_Requirement_
Every line from the one with "middle pip: (883, 961)" through the end of the material should be written out character for character. Lines before it are excluded.

(Available data Opens)

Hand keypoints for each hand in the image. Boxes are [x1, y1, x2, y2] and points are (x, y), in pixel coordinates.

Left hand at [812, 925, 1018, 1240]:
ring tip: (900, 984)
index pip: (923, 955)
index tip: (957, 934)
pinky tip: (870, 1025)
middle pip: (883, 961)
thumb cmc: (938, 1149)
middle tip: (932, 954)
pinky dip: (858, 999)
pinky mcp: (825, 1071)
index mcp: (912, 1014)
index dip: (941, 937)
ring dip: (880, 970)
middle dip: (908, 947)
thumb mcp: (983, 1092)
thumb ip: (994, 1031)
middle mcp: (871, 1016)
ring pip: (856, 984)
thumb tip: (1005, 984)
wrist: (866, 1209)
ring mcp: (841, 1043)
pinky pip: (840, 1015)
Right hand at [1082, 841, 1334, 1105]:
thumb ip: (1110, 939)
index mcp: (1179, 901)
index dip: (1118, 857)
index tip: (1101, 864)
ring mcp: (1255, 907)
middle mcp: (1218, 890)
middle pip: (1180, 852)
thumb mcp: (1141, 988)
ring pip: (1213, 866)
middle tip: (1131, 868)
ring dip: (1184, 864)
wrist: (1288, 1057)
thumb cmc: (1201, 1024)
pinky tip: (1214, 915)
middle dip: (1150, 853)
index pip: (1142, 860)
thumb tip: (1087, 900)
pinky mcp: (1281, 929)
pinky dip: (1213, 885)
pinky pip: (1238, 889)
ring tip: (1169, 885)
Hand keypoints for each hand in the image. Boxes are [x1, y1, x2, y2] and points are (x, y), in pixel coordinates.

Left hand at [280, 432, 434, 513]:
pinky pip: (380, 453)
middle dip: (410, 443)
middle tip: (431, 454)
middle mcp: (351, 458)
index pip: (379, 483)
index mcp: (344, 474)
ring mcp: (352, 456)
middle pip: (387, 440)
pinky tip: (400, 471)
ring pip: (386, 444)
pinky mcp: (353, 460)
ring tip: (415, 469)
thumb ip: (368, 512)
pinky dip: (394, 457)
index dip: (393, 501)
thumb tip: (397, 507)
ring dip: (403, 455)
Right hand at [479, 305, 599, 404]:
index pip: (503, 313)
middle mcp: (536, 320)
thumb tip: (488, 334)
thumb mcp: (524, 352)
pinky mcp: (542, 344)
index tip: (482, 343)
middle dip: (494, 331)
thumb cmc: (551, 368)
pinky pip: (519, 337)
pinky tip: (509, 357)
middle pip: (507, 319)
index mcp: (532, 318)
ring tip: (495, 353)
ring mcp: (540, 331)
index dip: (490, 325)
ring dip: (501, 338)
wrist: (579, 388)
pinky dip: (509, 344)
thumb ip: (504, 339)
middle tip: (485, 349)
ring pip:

(Available data Closes)

_The completed task_
middle pip: (883, 961)
thumb cmc: (938, 1149)
middle tip: (932, 954)
pinky dip: (858, 999)
pinky mcp: (825, 1071)
index mcp: (912, 1014)
index dip: (941, 937)
ring dip: (880, 970)
middle dip: (908, 947)
thumb mcp: (983, 1092)
thumb ip: (994, 1031)
middle mcp: (871, 1016)
ring pip: (856, 984)
thumb tip: (1005, 984)
wrist: (866, 1209)
ring mcp: (841, 1043)
pinky pip: (840, 1015)
Right hand at [1082, 841, 1334, 1105]:
thumb ip: (1110, 939)
index mcp: (1179, 901)
index dip: (1118, 857)
index tip: (1101, 864)
ring mcp: (1255, 907)
middle mcp: (1218, 890)
middle pip: (1180, 852)
thumb mcp: (1141, 988)
ring pip: (1213, 866)
middle tip: (1131, 868)
ring dip: (1184, 864)
wrist: (1288, 1057)
thumb cmc: (1201, 1024)
pinky tip: (1214, 915)
middle dip: (1150, 853)
index pip: (1142, 860)
thumb tip: (1087, 900)
pinky mcp: (1281, 929)
pinky dip: (1213, 885)
pinky pip: (1238, 889)
ring tip: (1169, 885)
Hand keypoints for each hand in the image. Boxes are [x1, y1, x2, y2] and points are (x, y), in pixel coordinates.

Left hand at [280, 432, 434, 513]:
pinky pip: (380, 453)
middle dip: (410, 443)
middle tip: (431, 454)
middle mcp: (351, 458)
index pip: (379, 483)
index mcp: (344, 474)
ring mcp: (352, 456)
middle pip: (387, 440)
pinky tip: (400, 471)
ring pip: (386, 444)
pinky mcp: (353, 460)
ring tip: (415, 469)
thumb ip: (368, 512)
pinky dip: (394, 457)
index dip: (393, 501)
thumb tip: (397, 507)
ring dip: (403, 455)
Right hand at [479, 305, 599, 404]:
index pip: (503, 313)
middle mcp: (536, 320)
thumb tip: (488, 334)
thumb mcp: (524, 352)
pinky mcp: (542, 344)
index tip: (482, 343)
middle dip: (494, 331)
thumb cmc: (551, 368)
pinky pip: (519, 337)
pinky tip: (509, 357)
middle pip: (507, 319)
index mcp: (532, 318)
ring tip: (495, 353)
ring mcp: (540, 331)
index dip: (490, 325)
ring dip: (501, 338)
wrist: (579, 388)
pinky dip: (509, 344)
thumb ip: (504, 339)
middle tip: (485, 349)
ring pip:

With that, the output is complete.